DATA PROVIDED: Begin

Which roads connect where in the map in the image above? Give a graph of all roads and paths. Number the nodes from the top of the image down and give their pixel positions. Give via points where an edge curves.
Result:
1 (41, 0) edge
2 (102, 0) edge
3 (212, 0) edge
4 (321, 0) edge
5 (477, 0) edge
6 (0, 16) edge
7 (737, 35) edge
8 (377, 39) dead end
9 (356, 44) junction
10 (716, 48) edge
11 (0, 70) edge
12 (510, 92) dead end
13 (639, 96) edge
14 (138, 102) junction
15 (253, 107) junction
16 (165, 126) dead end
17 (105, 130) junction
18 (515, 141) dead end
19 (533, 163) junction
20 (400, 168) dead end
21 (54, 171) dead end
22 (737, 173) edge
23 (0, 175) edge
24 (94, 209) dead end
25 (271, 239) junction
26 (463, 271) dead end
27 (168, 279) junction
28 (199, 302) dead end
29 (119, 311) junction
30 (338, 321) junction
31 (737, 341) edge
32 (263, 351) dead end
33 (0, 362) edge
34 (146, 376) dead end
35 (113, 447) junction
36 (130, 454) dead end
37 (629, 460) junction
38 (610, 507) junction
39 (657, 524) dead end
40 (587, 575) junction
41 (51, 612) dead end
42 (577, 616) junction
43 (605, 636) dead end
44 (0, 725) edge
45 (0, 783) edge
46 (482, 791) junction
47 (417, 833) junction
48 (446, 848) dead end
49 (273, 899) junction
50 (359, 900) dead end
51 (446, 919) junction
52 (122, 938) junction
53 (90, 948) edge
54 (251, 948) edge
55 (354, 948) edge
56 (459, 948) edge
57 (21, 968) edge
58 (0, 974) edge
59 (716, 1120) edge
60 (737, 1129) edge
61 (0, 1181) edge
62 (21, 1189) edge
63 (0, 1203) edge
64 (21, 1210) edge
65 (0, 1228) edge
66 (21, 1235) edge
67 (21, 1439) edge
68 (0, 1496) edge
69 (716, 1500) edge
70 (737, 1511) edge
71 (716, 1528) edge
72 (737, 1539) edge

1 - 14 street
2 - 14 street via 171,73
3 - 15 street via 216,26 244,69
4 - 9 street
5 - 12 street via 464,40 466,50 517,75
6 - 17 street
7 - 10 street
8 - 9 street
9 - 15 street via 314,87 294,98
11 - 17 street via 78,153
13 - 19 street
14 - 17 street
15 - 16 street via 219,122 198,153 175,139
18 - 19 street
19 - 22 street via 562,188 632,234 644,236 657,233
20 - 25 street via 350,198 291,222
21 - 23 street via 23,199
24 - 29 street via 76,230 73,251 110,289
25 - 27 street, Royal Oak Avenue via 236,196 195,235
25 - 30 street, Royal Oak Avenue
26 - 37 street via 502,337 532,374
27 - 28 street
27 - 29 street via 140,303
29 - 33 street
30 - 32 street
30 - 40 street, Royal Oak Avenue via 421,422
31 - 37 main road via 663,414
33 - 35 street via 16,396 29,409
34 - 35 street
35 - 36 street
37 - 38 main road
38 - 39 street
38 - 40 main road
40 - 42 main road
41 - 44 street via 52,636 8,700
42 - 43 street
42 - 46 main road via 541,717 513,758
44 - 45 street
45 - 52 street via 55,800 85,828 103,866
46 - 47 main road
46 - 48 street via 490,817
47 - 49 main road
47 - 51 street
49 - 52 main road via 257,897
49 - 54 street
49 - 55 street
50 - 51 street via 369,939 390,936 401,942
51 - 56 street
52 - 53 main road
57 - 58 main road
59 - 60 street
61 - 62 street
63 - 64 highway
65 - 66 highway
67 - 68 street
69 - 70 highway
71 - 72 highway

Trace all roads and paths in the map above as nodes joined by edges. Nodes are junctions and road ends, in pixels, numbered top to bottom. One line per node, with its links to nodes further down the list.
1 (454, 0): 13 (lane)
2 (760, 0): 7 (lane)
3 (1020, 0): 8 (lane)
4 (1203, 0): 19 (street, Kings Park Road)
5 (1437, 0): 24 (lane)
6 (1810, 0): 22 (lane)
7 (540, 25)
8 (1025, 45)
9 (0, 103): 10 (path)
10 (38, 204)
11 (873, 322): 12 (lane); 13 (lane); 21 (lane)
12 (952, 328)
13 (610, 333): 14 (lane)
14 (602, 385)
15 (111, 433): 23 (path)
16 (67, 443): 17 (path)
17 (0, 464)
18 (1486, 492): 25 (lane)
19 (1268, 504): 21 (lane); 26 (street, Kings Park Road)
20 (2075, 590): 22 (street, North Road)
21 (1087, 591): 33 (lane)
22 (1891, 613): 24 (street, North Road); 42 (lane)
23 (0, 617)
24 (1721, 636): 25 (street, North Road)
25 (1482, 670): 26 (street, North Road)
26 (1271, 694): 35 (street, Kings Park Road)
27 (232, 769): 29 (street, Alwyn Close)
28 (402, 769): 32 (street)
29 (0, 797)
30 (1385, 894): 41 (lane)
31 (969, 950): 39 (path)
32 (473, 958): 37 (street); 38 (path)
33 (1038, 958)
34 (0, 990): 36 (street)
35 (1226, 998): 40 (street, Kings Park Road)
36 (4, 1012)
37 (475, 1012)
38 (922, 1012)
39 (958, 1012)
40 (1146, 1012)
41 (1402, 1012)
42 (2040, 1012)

DATA PROVIDED: End

_EXERCISE_. Where does the string "Kings" appear in the records above? Return every line that holds it.

_SOLUTION TO THE PROBLEM_.
4 (1203, 0): 19 (street, Kings Park Road)
19 (1268, 504): 21 (lane); 26 (street, Kings Park Road)
26 (1271, 694): 35 (street, Kings Park Road)
35 (1226, 998): 40 (street, Kings Park Road)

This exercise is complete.